Mahmoud nous emmenait donc à l’enterrement de Mustafa Tamimi, un martyr palestinien, décédé lors d’une manifestation pacifique le 10 décembre 2011, quelques jours auparavant. La cérémonie rassemble du monde, du ‘’beau’’ monde. La tension monte dans la voiture. Mes deux compagnons et moi-même ne savons pas vraiment à quoi nous attendre. Il est 11h00 du matin lorsque nous atteignons enfin Nabi Saleh. Arrivés sur la place de ce petit village, bâti sur une colline aride et entouré de colonies juives habitées et en construction, c’est l’abondance. Ne cinquantaine d’hommes sont présents, debout, à parler, habillés de leurs plus beaux keffiehs.

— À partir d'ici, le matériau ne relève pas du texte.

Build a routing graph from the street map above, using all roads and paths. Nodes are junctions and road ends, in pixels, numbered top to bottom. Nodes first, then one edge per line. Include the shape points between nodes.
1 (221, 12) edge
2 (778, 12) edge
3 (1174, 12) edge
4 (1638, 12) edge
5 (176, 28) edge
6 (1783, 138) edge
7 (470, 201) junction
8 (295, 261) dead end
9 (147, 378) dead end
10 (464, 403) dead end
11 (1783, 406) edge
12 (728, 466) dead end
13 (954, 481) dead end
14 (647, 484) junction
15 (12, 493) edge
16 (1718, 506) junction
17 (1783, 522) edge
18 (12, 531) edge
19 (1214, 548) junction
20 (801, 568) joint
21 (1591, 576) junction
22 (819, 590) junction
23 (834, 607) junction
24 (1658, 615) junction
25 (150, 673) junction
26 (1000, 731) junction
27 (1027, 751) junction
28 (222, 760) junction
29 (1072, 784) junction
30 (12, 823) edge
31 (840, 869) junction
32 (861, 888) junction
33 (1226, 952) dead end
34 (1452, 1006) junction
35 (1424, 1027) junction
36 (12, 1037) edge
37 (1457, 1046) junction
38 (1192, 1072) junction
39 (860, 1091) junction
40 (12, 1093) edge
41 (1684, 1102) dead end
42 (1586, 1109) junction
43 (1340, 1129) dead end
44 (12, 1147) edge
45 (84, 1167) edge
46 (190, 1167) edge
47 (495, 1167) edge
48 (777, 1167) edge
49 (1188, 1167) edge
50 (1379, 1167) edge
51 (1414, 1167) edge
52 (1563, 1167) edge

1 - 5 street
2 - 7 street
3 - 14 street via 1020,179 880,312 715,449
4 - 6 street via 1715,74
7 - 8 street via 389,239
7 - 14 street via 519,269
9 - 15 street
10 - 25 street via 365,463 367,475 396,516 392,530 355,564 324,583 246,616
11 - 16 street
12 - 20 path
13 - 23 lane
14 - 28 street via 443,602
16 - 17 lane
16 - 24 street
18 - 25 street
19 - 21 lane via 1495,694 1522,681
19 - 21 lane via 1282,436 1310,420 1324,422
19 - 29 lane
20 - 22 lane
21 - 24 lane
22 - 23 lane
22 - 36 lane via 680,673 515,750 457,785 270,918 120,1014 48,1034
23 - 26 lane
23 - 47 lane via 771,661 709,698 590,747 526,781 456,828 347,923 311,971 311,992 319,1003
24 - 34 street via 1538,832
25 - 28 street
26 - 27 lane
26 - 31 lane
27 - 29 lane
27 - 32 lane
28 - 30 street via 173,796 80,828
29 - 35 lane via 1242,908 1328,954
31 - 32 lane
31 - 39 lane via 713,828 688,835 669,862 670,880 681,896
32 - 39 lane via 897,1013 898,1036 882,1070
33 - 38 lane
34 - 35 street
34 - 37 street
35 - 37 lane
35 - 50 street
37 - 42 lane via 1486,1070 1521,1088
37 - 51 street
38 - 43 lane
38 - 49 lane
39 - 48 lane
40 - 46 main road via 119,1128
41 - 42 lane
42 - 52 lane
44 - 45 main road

Les drapeaux palestiniens flottent de toute part et la famille a fait imprimer une gigantesque affiche du martyr, ensanglanté. Mustafa Tamimi a en effet reçu une balle dans l’œil gauche. L’image est affreuse et placardée partout. Ce n’est pas la première fois que l’on observe des affiches comme cela. Où nous, occidentaux, préférons montrer la plus belle photo du défunt, les palestiniens, eux, envers leurs martyrs, affichent les plus horribles représentations. Ce sont des martyrs, cela doit choquer. Et c’est réussi.

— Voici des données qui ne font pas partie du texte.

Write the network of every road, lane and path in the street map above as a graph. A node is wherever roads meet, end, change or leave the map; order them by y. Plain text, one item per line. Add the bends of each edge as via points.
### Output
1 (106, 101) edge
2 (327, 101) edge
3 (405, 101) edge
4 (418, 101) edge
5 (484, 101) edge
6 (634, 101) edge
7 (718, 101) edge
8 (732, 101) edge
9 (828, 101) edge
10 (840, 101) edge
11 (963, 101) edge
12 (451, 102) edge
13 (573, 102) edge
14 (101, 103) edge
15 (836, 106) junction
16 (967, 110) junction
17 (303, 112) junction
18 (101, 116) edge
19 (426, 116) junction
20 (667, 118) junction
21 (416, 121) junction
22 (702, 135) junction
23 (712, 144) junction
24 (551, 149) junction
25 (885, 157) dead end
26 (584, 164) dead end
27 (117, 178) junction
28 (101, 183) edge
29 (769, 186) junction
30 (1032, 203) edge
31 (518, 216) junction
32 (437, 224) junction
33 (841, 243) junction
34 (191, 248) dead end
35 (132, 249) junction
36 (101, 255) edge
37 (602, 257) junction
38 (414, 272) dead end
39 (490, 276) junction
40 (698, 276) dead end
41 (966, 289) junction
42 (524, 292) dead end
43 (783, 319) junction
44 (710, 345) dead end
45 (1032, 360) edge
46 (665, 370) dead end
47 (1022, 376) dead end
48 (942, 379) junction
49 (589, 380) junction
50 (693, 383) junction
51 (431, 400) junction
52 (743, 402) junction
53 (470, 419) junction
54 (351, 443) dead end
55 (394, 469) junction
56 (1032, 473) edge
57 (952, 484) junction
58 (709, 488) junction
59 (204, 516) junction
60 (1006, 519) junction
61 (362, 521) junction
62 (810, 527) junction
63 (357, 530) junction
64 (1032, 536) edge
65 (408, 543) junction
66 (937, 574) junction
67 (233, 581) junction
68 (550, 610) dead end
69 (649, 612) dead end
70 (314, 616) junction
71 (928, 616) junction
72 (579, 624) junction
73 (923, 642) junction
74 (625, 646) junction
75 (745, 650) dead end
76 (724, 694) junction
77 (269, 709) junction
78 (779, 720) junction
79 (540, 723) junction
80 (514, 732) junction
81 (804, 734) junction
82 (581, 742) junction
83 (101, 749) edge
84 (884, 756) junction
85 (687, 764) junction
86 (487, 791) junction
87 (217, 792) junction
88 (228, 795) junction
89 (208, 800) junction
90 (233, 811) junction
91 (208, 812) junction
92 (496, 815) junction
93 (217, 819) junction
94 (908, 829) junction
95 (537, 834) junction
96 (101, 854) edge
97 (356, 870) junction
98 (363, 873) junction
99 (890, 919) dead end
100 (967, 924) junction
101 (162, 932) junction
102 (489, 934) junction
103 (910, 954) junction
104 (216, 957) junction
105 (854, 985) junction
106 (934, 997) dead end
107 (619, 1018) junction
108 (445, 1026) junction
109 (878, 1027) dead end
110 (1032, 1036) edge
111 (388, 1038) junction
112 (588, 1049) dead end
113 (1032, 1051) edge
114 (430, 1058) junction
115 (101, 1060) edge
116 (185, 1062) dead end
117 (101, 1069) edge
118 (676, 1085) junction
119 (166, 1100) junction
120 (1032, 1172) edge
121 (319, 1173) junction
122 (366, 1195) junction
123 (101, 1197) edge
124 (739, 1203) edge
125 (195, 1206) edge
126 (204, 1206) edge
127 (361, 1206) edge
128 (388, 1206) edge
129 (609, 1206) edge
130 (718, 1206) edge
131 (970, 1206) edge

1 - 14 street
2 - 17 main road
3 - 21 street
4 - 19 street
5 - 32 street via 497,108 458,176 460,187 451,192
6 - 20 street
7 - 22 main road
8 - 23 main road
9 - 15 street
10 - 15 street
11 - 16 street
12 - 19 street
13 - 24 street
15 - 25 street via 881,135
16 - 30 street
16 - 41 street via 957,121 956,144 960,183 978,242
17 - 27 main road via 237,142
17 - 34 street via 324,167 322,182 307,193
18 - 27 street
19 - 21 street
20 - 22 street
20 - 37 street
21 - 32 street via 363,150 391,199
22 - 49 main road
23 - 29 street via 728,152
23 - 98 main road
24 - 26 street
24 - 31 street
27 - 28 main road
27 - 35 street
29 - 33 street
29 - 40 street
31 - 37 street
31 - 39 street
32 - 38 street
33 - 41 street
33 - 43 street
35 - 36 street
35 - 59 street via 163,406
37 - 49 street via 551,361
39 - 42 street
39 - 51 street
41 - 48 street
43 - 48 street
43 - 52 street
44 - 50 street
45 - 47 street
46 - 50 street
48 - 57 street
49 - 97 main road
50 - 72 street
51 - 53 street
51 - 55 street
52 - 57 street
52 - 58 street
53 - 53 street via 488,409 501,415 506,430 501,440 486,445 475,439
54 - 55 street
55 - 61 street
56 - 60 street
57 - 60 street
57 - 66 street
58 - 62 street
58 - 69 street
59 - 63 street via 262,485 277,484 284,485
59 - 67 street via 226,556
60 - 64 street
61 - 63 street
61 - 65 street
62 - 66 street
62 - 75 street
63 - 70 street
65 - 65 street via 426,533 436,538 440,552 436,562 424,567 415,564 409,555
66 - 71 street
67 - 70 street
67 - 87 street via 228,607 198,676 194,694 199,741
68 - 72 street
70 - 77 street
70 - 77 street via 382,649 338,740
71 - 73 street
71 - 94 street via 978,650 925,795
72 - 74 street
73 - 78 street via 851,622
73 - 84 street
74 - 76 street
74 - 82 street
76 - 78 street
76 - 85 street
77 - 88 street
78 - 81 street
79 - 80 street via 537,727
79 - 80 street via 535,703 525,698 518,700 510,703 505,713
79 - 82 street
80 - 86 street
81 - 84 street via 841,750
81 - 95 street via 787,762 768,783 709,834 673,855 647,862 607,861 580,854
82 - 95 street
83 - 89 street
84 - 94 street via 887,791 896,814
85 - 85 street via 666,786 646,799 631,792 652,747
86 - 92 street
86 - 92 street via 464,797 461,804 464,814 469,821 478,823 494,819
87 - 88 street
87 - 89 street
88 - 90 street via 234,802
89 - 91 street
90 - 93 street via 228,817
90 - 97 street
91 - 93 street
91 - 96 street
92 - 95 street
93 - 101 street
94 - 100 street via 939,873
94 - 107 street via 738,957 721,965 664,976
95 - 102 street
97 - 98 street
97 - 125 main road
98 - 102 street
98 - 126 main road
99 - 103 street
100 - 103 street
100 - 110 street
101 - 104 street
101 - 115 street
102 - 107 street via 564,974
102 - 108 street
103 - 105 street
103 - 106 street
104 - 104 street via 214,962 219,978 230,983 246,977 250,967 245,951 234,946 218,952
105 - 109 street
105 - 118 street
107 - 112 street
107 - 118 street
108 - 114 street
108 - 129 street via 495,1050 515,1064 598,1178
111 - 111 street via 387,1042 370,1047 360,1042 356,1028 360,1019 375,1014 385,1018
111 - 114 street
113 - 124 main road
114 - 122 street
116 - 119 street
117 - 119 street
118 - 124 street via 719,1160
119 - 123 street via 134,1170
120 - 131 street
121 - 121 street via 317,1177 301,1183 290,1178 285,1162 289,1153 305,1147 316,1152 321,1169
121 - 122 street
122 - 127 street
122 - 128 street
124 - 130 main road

Dès que nous sortons de la voiture, Mahmoud hèle une fillette pour qu’elle accompagne Juliette mon amie, dans la bâtisse réservée aux femmes plus bas dans le village. Le père, les frères, les oncles et les cousins sont assis en dessous de cette affiche, le long d’une façade où le soleil est dense. Nous nous avançons vers eux. Personne n’a été prévenu de notre arrivée, et je sens les regards lourds et interrogateurs. J’ai peur de passer pour un touriste voyeur, ou pire, j’avoue, pour un israélien. Tour à tour, je salue les proches du défunt. Deux des frères pleurent tandis que le père reste impassible. Une vingtaine de mains serrées, un jeune homme me propose de m’assoir en face de la famille. Je n’ose refuser, mais j’aurais donné ma place à n’importe qui d’autre. Le bal des dignitaires commence alors. Mahmoud nous souffle toujours à l’oreille des indications sur les personnes présentes. ‘’Voici le jeune ambassadeur espagnol’’. ‘’L’italien arrive, toujours en retard’’. ‘’Le chef du village untel, ou untel’’. Et ceci pendant près d’une heure. Les gens débarquant, saluent la famille et repartent. Ce rituel dure depuis 3 jours. Trois jours de deuil intensif pour ce martyr dont toute la Palestine connaît maintenant le nom. Trois jours de bal macabre, enflammé d’un soleil pesant et enrobé d’odeur de chèvre rôtissant.